Indices textuels escamotés par la rupture de la chaîne anaphorique fidèle

18Pour cette démonstration, je m’appuierai sur les deux nouvelles de Conan Doyle déjà présentées. On y verra en langue originale la systématicité de l’anaphore fidèle lorsqu’il s’agit de suivre le parcours narratif d’indices signifiants, et les références anaphoriques plus aléatoires dans les premières traductions en français.

Silver Blaze : la cravate, la modiste et le curry

19Dans cette nouvelle j’ai choisi de prélever trois éléments (d’autres encore fonctionnent de la même manière). Il y a d’abord l’indice de la cravate :

in his right hand he held a small knife, […] while in his left he grasped a red and black silk cravat, which was recognized by the maid as having been worn on the preceding evening by the stranger who had visited the stables.

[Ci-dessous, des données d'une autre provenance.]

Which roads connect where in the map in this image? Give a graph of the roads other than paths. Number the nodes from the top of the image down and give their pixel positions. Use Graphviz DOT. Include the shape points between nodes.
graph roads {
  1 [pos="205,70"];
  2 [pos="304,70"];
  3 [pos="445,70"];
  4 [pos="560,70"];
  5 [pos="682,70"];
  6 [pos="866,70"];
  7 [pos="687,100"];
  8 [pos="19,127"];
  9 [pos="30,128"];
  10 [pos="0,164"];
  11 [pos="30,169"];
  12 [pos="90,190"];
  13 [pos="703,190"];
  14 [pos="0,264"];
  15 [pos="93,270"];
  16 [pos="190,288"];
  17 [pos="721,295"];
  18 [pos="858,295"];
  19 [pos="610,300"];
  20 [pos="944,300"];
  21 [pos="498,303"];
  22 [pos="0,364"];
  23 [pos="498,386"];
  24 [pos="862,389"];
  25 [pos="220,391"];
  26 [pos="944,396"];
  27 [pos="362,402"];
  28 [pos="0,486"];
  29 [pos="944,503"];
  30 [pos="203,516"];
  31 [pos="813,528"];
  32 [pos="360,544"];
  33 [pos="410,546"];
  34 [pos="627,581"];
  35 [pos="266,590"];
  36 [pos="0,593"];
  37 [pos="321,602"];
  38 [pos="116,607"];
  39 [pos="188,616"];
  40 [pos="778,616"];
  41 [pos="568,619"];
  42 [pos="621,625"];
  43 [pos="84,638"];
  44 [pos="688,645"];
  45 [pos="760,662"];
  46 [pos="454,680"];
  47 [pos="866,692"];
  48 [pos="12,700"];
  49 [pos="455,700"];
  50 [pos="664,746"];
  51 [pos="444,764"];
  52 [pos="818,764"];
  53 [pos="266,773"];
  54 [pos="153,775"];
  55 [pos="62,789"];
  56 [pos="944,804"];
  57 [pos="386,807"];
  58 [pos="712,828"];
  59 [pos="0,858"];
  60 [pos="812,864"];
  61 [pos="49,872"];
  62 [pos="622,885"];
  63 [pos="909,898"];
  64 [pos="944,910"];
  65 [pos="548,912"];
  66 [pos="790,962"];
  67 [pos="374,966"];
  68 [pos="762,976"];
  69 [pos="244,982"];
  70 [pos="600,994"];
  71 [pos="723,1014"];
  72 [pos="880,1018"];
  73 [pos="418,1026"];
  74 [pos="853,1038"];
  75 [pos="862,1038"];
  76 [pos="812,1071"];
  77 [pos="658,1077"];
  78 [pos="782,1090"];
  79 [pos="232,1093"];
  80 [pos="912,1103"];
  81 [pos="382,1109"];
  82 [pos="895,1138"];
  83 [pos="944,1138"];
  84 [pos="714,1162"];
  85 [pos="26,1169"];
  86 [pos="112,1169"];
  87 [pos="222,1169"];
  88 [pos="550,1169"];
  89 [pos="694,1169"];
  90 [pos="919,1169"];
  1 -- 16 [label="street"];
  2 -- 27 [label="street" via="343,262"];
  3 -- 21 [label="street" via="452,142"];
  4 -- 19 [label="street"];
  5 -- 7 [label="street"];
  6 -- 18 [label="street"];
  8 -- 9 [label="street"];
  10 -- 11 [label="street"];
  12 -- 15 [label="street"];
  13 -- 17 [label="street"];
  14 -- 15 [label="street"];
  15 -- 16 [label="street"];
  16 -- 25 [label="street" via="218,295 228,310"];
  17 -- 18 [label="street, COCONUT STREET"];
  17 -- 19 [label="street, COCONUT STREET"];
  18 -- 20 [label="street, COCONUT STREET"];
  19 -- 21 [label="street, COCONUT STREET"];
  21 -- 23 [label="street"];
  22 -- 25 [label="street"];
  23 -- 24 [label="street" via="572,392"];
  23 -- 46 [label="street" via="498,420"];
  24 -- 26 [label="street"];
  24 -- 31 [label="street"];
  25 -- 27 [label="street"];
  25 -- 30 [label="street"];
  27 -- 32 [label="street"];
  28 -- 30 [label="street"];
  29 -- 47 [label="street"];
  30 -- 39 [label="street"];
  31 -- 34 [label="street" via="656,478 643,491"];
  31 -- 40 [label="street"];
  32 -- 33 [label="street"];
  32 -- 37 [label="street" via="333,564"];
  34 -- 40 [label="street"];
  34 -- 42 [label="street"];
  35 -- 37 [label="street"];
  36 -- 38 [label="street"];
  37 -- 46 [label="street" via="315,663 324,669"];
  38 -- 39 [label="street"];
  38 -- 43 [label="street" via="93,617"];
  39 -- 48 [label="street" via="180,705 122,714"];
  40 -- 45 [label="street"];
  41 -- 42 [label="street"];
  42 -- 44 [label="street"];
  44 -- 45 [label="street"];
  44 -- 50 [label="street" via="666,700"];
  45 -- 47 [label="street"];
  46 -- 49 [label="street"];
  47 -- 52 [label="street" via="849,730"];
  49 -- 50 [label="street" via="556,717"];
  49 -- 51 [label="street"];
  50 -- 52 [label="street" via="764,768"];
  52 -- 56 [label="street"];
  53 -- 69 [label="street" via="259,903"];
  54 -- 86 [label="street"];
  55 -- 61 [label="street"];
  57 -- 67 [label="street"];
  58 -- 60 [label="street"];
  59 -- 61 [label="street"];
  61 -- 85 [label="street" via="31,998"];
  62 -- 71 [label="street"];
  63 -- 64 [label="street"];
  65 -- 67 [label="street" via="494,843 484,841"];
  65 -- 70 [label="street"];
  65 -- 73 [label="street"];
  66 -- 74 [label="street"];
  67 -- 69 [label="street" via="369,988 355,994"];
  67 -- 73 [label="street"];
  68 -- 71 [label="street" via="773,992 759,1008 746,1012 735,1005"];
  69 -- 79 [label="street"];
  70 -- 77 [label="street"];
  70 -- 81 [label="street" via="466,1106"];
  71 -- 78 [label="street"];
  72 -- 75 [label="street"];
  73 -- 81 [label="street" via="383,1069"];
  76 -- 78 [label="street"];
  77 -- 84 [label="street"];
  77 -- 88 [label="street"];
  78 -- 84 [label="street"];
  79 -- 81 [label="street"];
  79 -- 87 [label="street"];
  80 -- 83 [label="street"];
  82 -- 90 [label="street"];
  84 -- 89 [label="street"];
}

on trouva dans sa main droite un petit canif, […] et dans son autre main crispée, il tenait un foulard de soie noire que la fille reconnut pour avoir appartenu à l’étranger de la veille (La Patrie suisse, 16 mai 1894).

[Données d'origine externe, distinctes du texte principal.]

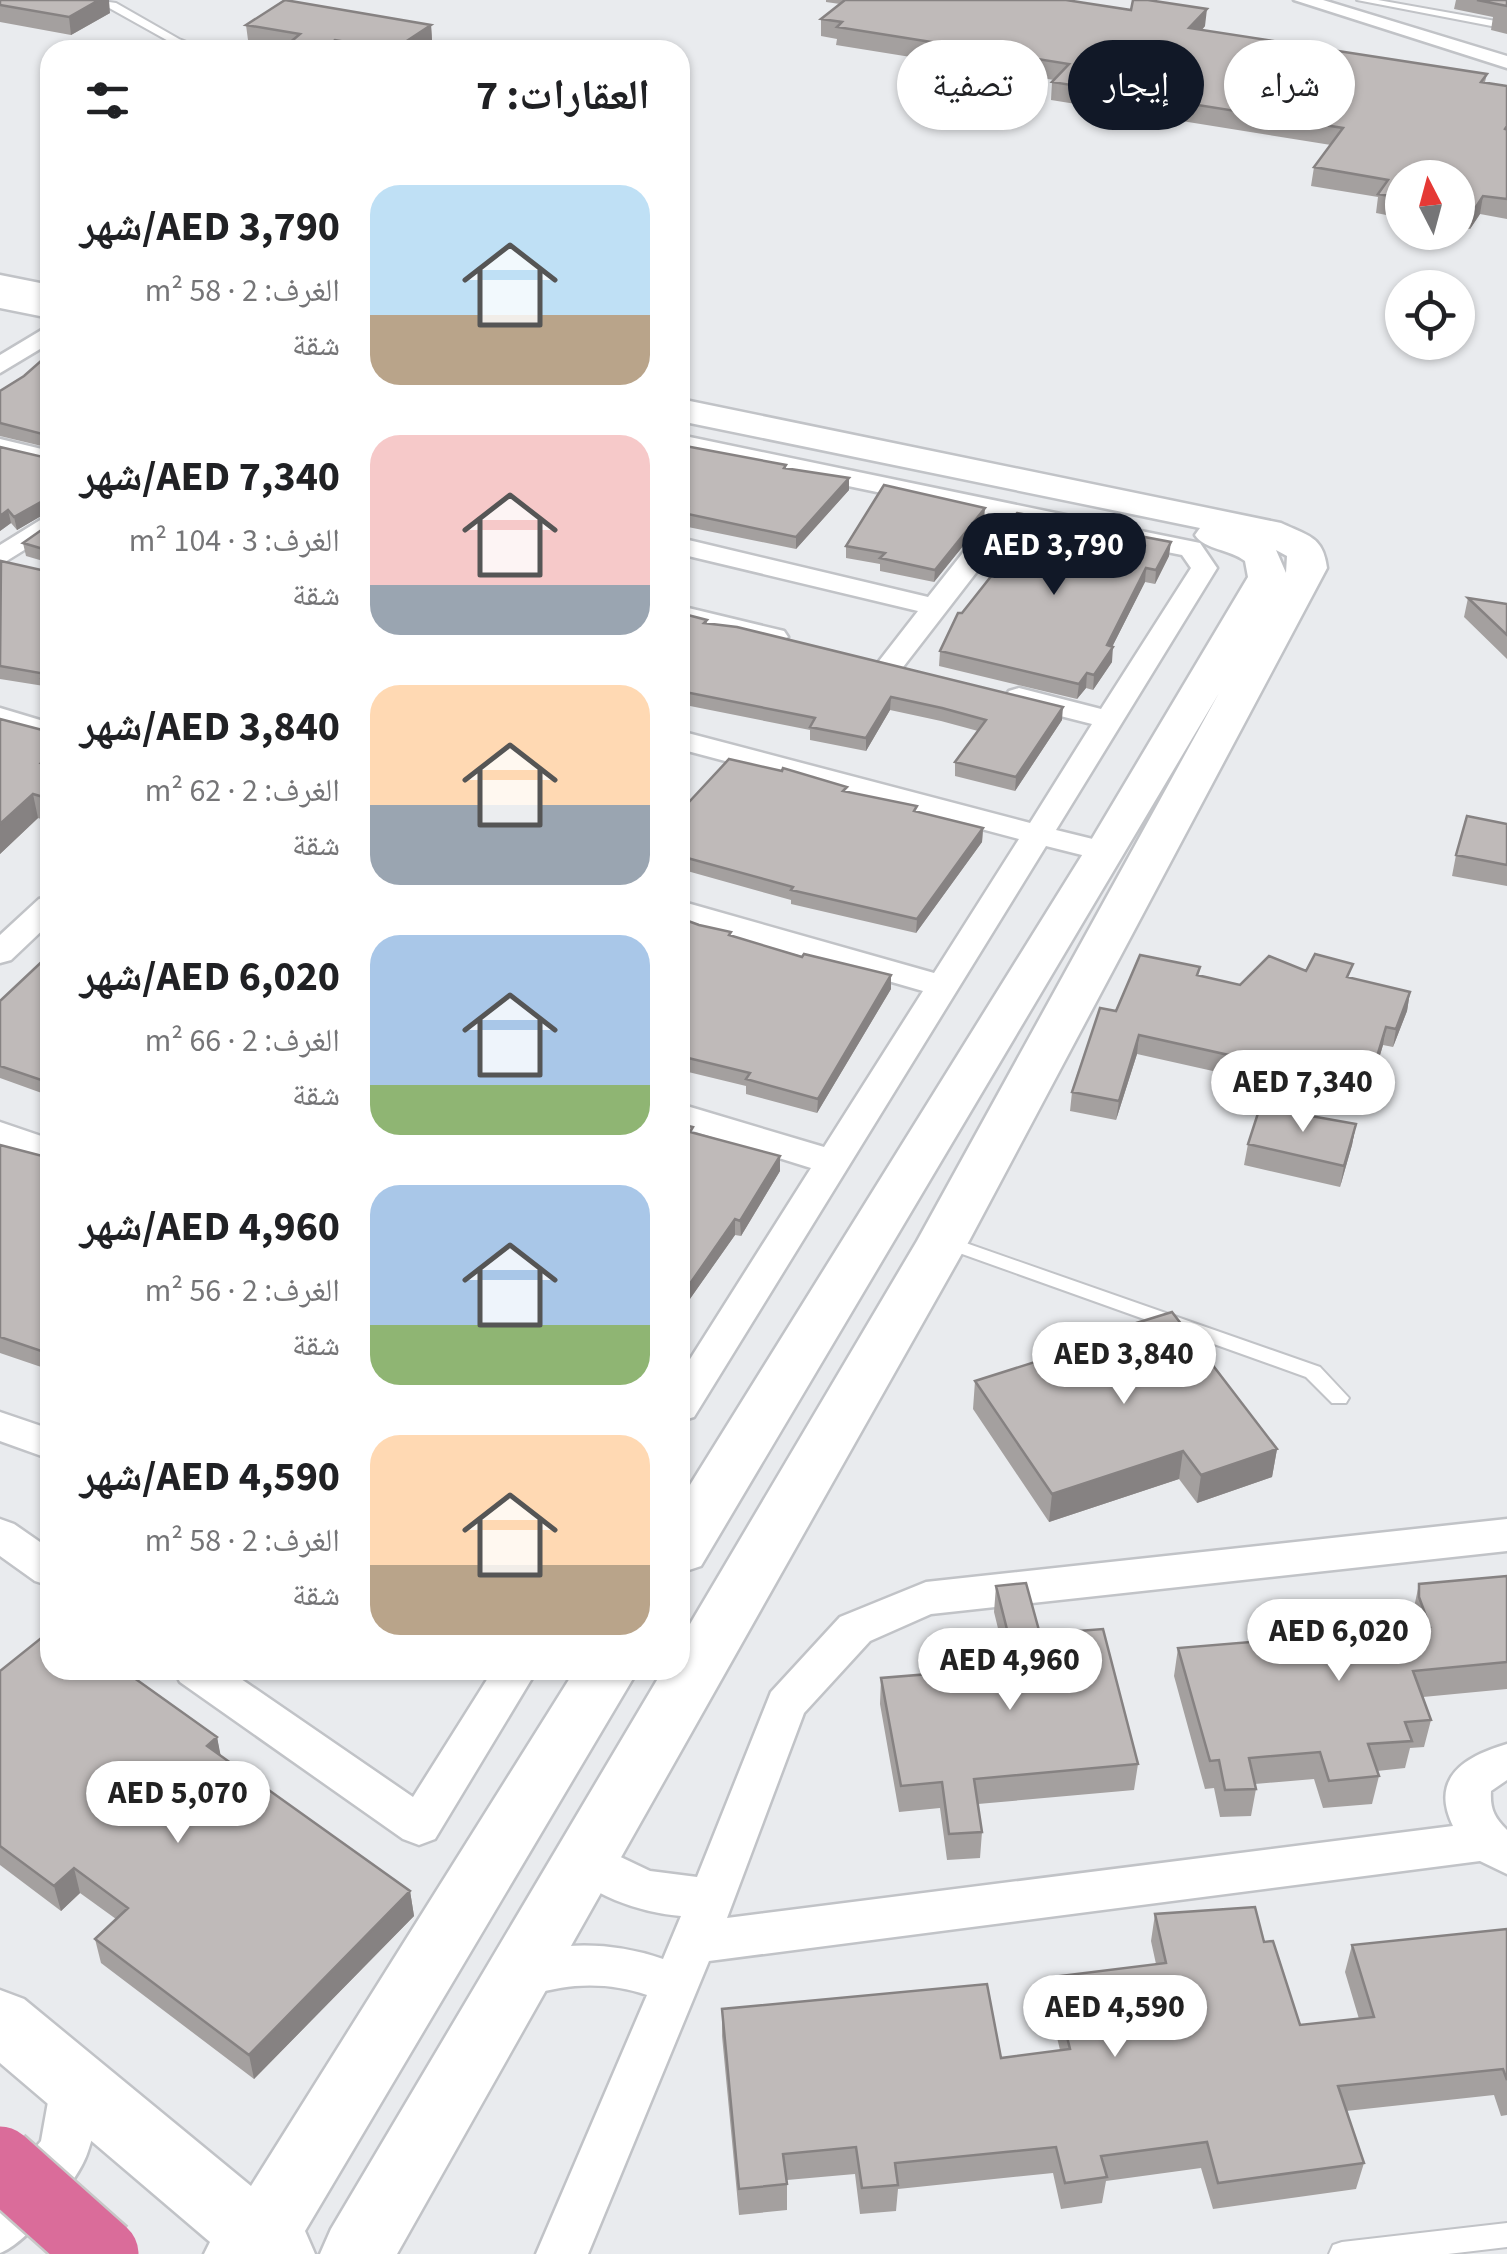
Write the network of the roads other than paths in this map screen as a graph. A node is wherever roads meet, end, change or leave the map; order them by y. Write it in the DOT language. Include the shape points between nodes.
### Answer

20Le traducteur anonyme ne note qu’une des couleurs de l’anglais, et choisit – pourquoi pas – le substantif foulard pour traduire cravat. Plus loin, lorsqu’on retrouve l’étranger propriétaire de ladite cravate, on l’accuse du meurtre, et : « When confronted with the cravat he turned very pale, and was utterly unable to account for its presence in the hand of the murdered man ». Conan Doyle use du même nom, avec un article défini : l’anaphore est bien fidèle et la cohésion anaphorique permet la cohérence du récit. En revanche on lit dans La Patrie Suisse (16 mai 1894) : « Il est devenu très pâle à la vue de sa cravate, et il a été tout à fait incapable d’expliquer la trouvaille de cet objet dans les mains du cadavre ». Cravate et foulard sont relativement proches sémantiquement, mais cette anaphore infidèle obscurcit la cohérence indicielle originale. De plus, le déterminant possessif sa cravate lie l’indice au suspect, et pas à la scène de crime où cet indice est apparu pour la première fois – ce qui cognitivement est plus complexe à saisir pour le lecteur.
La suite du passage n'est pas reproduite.